= The Roald Dahl Treasury =

1997 anthology of the British writer's works

First edition

The Roald Dahl Treasury is an anthology of works of the children's author Roald Dahl. It was first published in the United Kingdom in 1997 by Jonathan Cape.

Included amongst excerpts from all of Dahl's children's books and some previously unpublished material, are unexpurgated colour reprints of The Enormous Crocodile, The Giraffe and the Pelly and Me, Esio Trot and The Minpins.

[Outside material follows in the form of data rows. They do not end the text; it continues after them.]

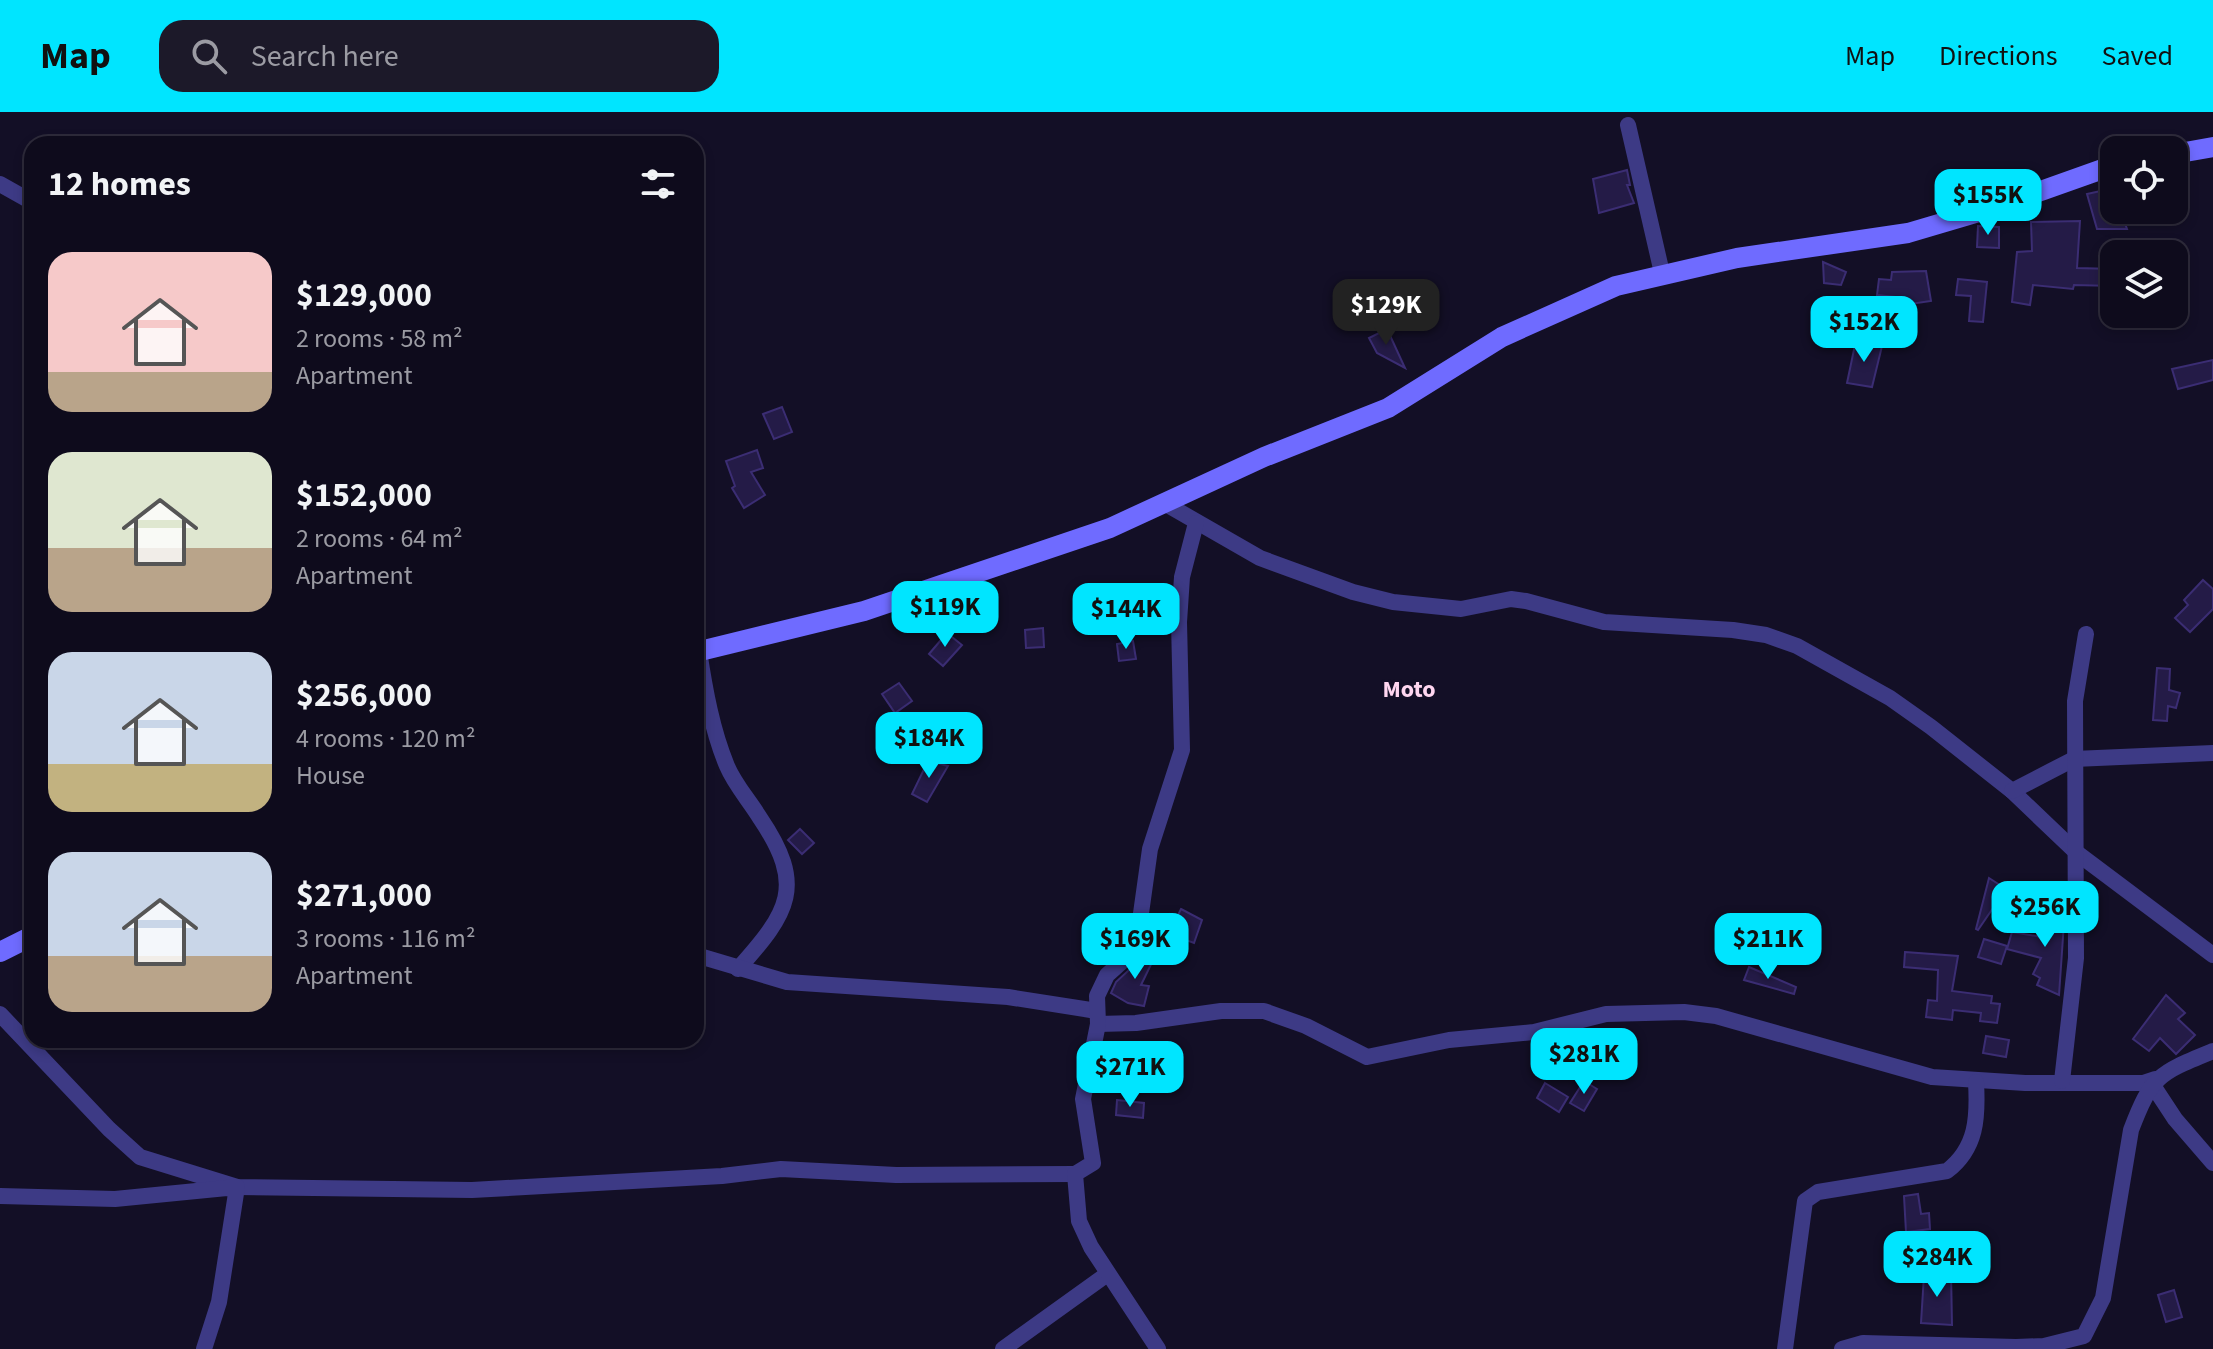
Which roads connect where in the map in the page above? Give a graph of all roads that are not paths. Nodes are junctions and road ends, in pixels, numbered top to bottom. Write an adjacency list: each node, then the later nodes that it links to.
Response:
1 (1628, 125): 7 (street)
2 (2213, 147): 3 (street)
3 (2188, 151)
4 (2100, 170): 7 (street)
5 (0, 184): 6 (street)
6 (24, 198)
7 (1662, 273): 8 (street)
8 (1166, 504): 9 (street); 11 (street)
9 (1196, 523): 15 (street); 23 (street)
10 (2086, 634): 14 (street)
11 (704, 651)
12 (704, 686): 21 (street)
13 (2213, 753): 14 (street)
14 (2074, 759): 15 (street); 16 (street)
15 (2012, 791): 16 (street)
16 (2077, 853): 19 (street); 27 (street)
17 (24, 940): 18 (street)
18 (0, 952)
19 (2213, 955)
20 (704, 958): 21 (street)
21 (738, 969): 23 (street)
22 (0, 1014): 24 (street)
23 (1097, 1017): 29 (street); 31 (street)
24 (24, 1039)
25 (33, 1048): 32 (street)
26 (2213, 1051): 28 (street)
27 (2062, 1081): 28 (street); 29 (street)
28 (2154, 1081): 30 (street); 35 (street)
29 (1976, 1082): 39 (street)
30 (2213, 1163)
31 (1075, 1174): 32 (street); 34 (street)
32 (237, 1187): 33 (street); 36 (street)
33 (0, 1196)
34 (1106, 1275): 37 (street); 38 (street)
35 (2082, 1342): 40 (street)
36 (204, 1349)
37 (1003, 1349)
38 (1158, 1349)
39 (1785, 1349)
40 (1842, 1349)

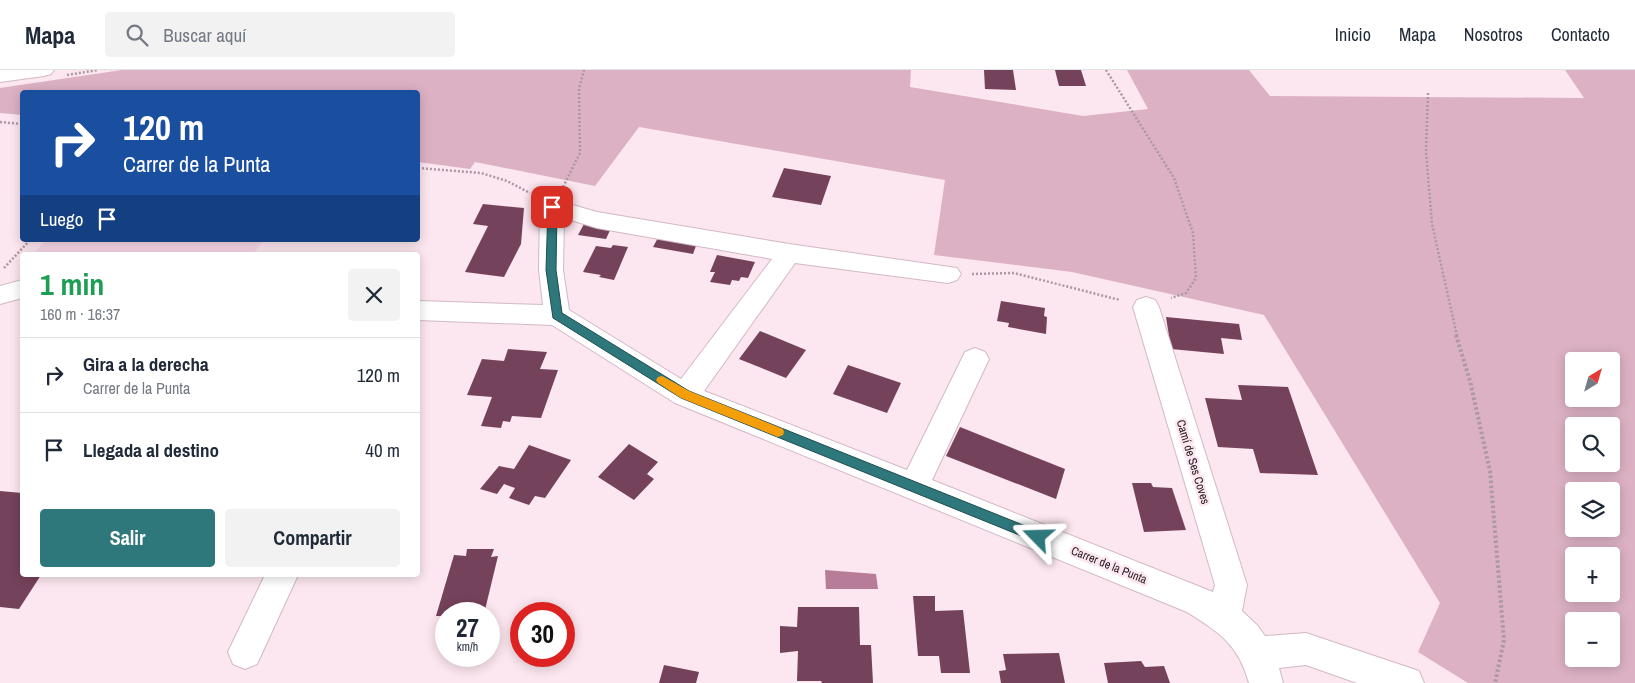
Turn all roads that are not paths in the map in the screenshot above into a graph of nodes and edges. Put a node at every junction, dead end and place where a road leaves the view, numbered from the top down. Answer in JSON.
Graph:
{"nodes":[{"id":1,"x":44,"y":70,"type":"edge"},
{"id":2,"x":0,"y":76,"type":"edge"},
{"id":3,"x":789,"y":253,"type":"junction"},
{"id":4,"x":948,"y":274,"type":"road end"},
{"id":5,"x":20,"y":290,"type":"edge"},
{"id":6,"x":0,"y":295,"type":"edge"},
{"id":7,"x":1146,"y":307,"type":"road end"},
{"id":8,"x":420,"y":311,"type":"edge"},
{"id":9,"x":557,"y":315,"type":"junction"},
{"id":10,"x":975,"y":359,"type":"dead end"},
{"id":11,"x":685,"y":395,"type":"junction"},
{"id":12,"x":914,"y":486,"type":"junction"},
{"id":13,"x":281,"y":577,"type":"edge"},
{"id":14,"x":1224,"y":617,"type":"junction"},
{"id":15,"x":245,"y":652,"type":"dead end"},
{"id":16,"x":1261,"y":668,"type":"edge"},
{"id":17,"x":1407,"y":683,"type":"edge"}],
"edges":[{"from":1,"to":2,"type":"street"},
{"from":3,"to":4,"type":"street"},
{"from":3,"to":9,"type":"street"},
{"from":3,"to":11,"type":"street"},
{"from":5,"to":6,"type":"street"},
{"from":7,"to":14,"type":"street","name":"Camí de Ses Coves"},
{"from":8,"to":9,"type":"street"},
{"from":9,"to":11,"type":"street","name":"Carrer de la Punta"},
{"from":10,"to":12,"type":"street"},
{"from":11,"to":12,"type":"street","name":"Carrer de la Punta"},
{"from":12,"to":14,"type":"street","name":"Carrer de la Punta"},
{"from":13,"to":15,"type":"street"},
{"from":14,"to":16,"type":"street","name":"Carrer de la Punta"},
{"from":16,"to":17,"type":"street"}]}
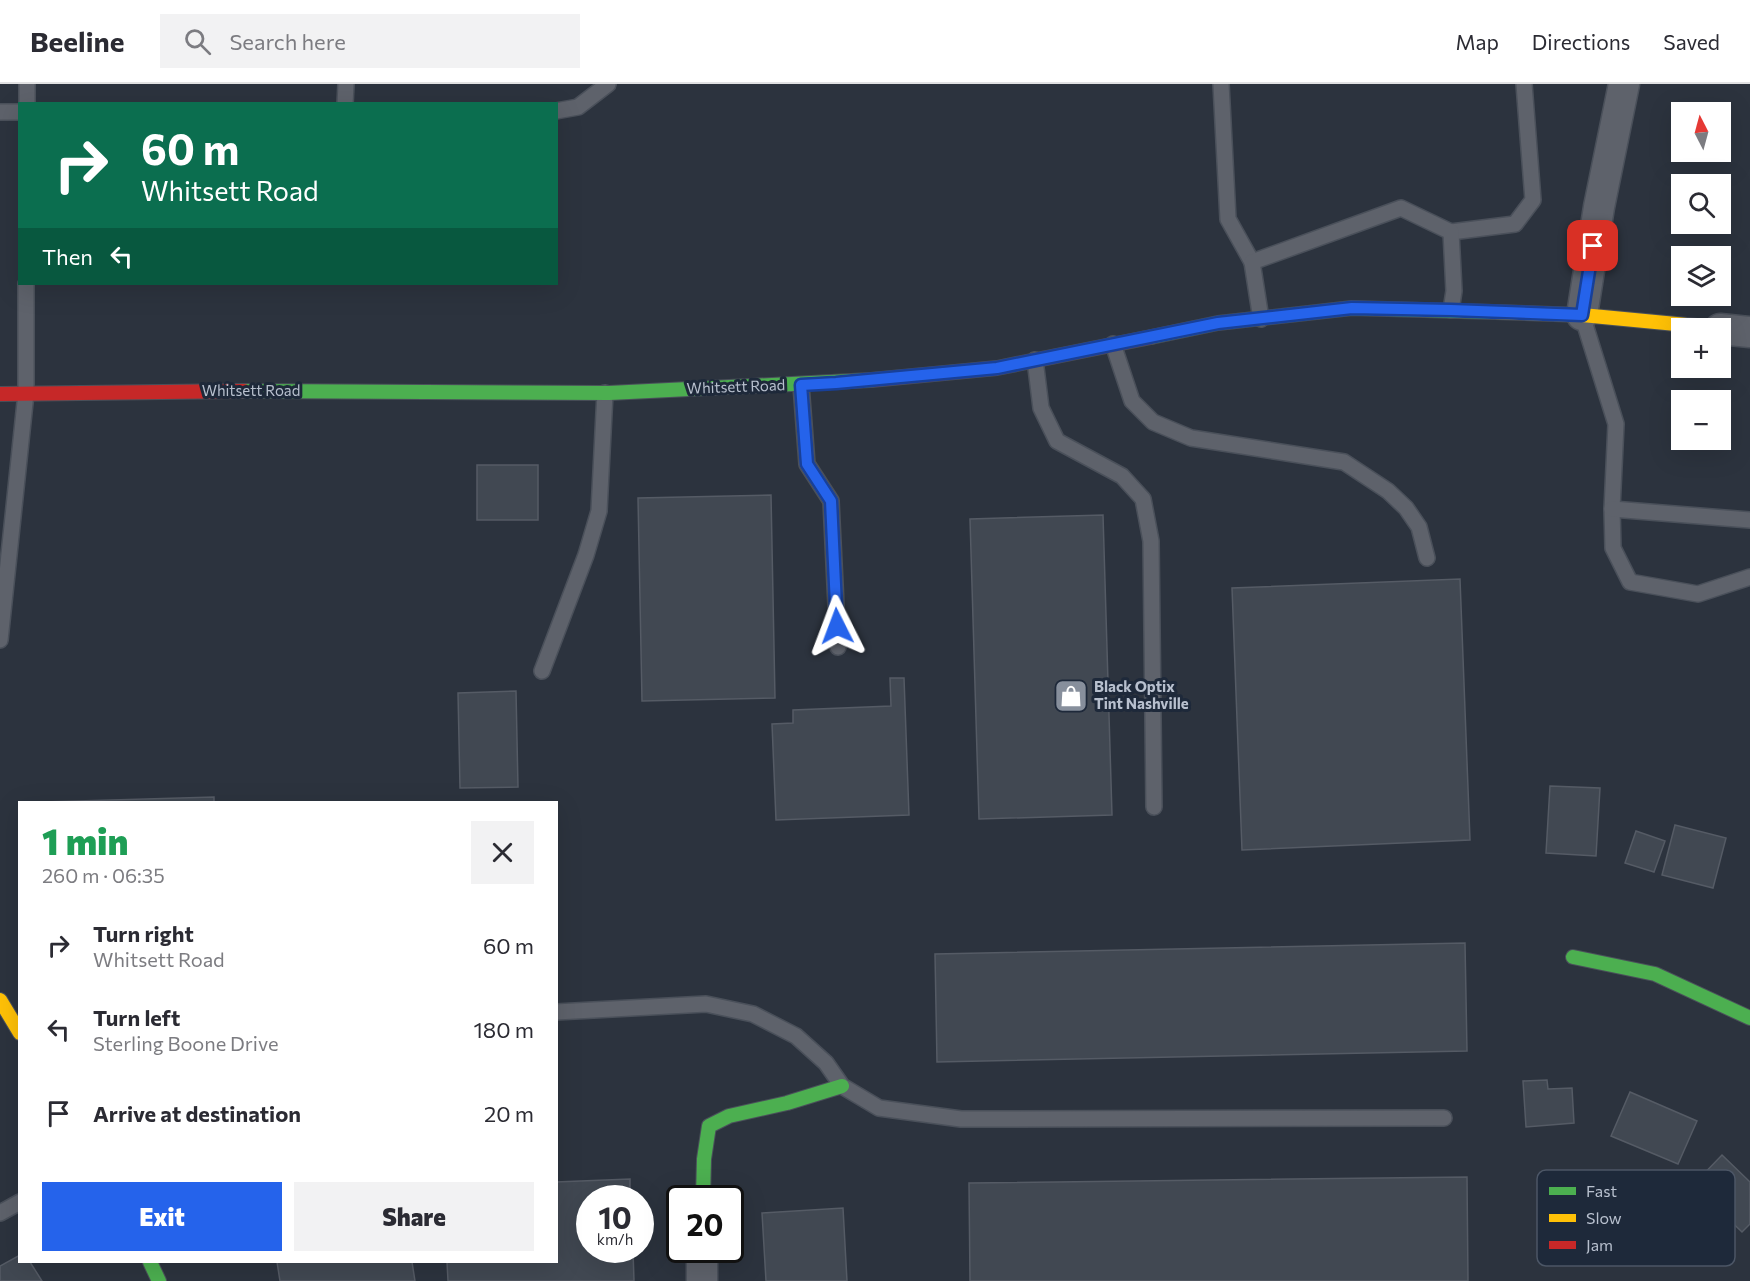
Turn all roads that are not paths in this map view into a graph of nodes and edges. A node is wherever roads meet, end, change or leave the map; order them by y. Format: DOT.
graph roads {
  1 [pos="27,84"];
  2 [pos="346,84"];
  3 [pos="608,84"];
  4 [pos="1221,84"];
  5 [pos="1524,84"];
  6 [pos="1624,84"];
  7 [pos="27,102"];
  8 [pos="345,102"];
  9 [pos="0,111"];
  10 [pos="558,111"];
  11 [pos="18,112"];
  12 [pos="1451,232"];
  13 [pos="1252,262"];
  14 [pos="26,285"];
  15 [pos="1451,310"];
  16 [pos="1582,315"];
  17 [pos="1261,319"];
  18 [pos="1671,324"];
  19 [pos="1731,330"];
  20 [pos="1750,332"];
  21 [pos="1113,344"];
  22 [pos="1035,360"];
  23 [pos="801,385"];
  24 [pos="26,393"];
  25 [pos="604,393"];
  26 [pos="0,394"];
  27 [pos="1612,509"];
  28 [pos="1750,520"];
  29 [pos="1427,558"];
  30 [pos="1750,577"];
  31 [pos="0,640"];
  32 [pos="838,647"];
  33 [pos="542,671"];
  34 [pos="1154,807"];
  35 [pos="1573,957"];
  36 [pos="0,1000"];
  37 [pos="558,1012"];
  38 [pos="1750,1018"];
  39 [pos="18,1030"];
  40 [pos="842,1086"];
  41 [pos="1444,1118"];
  42 [pos="703,1185"];
  43 [pos="18,1203"];
  44 [pos="0,1213"];
  45 [pos="150,1263"];
  46 [pos="702,1263"];
  47 [pos="159,1281"];
  48 [pos="702,1281"];
  1 -- 7 [label="lane"];
  2 -- 8 [label="lane"];
  3 -- 10 [label="lane"];
  4 -- 13 [label="lane"];
  5 -- 12 [label="lane"];
  6 -- 16 [label="street"];
  9 -- 11 [label="lane"];
  12 -- 13 [label="lane"];
  12 -- 15 [label="lane"];
  13 -- 17 [label="lane"];
  14 -- 24 [label="lane"];
  15 -- 16 [label="street, Whitsett Road"];
  15 -- 17 [label="street, Whitsett Road"];
  16 -- 18 [label="street, Whitsett Road"];
  16 -- 27 [label="lane"];
  17 -- 21 [label="street, Whitsett Road"];
  19 -- 20 [label="street, Whitsett Road"];
  21 -- 22 [label="street, Whitsett Road"];
  21 -- 29 [label="lane"];
  22 -- 23 [label="street, Whitsett Road"];
  22 -- 34 [label="lane"];
  23 -- 25 [label="street, Whitsett Road"];
  23 -- 32 [label="lane"];
  24 -- 25 [label="street, Whitsett Road"];
  24 -- 26 [label="street, Whitsett Road"];
  24 -- 31 [label="lane"];
  25 -- 33 [label="lane"];
  27 -- 28 [label="lane"];
  27 -- 30 [label="lane"];
  35 -- 38 [label="street"];
  36 -- 39 [label="street"];
  37 -- 40 [label="lane"];
  40 -- 41 [label="lane"];
  40 -- 42 [label="street"];
  43 -- 44 [label="lane"];
  45 -- 47 [label="street"];
  46 -- 48 [label="street"];
}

The book includes a large volume of illustrations by Quentin Blake, with some specially commissioned for the project and some appearing for the first time in colour. A selection of guest illustrators including Raymond Briggs and Ralph Steadman add visual variety to the extracts. The book also includes an excerpt from an interview given by Dahl and many letters exchanged between Dahl and family members, including Ophelia Dahl.

==Reception==
The Roald Dahl Treasury received generally positive reviews. Robert McCrum of The Observer deemed it "a sumptuously illustrated anthology" and "a wonderful introduction" to Dahl's work for children. Tony Bradman of The Daily Telegraph critiqued some of the passages included as not well-representing their books, but overall labelled Treasury as "a fascinating overview of Dahl's oeuvre for children."